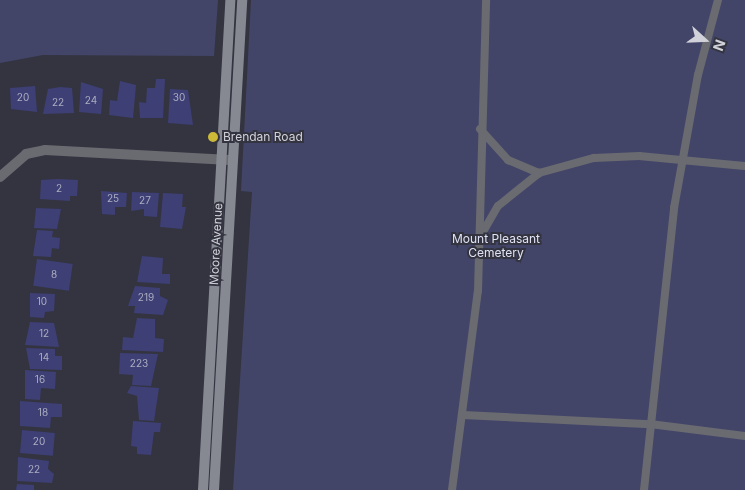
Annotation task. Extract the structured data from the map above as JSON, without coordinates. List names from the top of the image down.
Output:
{
  "streets": {
    "street": ["Moore Avenue"]
  },
  "parks": ["Mount Pleasant Cemetery"],
  "places": ["Brendan Road"],
  "house_numbers": [
    "20",
    "30",
    "24",
    "22",
    "2",
    "25",
    "27",
    "8",
    "219",
    "10",
    "12",
    "14",
    "223",
    "16",
    "18",
    "20",
    "22"
  ],
  "north": "right"
}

——————————

Repeat the records above word for word, keeping no pictures in the copy.

Annotation task. Extract the structured data from the map above as JSON, without coordinates. List names from the top of the image down.
Output:
{
  "streets": {
    "street": ["Moore Avenue"]
  },
  "parks": ["Mount Pleasant Cemetery"],
  "places": ["Brendan Road"],
  "house_numbers": [
    "20",
    "30",
    "24",
    "22",
    "2",
    "25",
    "27",
    "8",
    "219",
    "10",
    "12",
    "14",
    "223",
    "16",
    "18",
    "20",
    "22"
  ],
  "north": "right"
}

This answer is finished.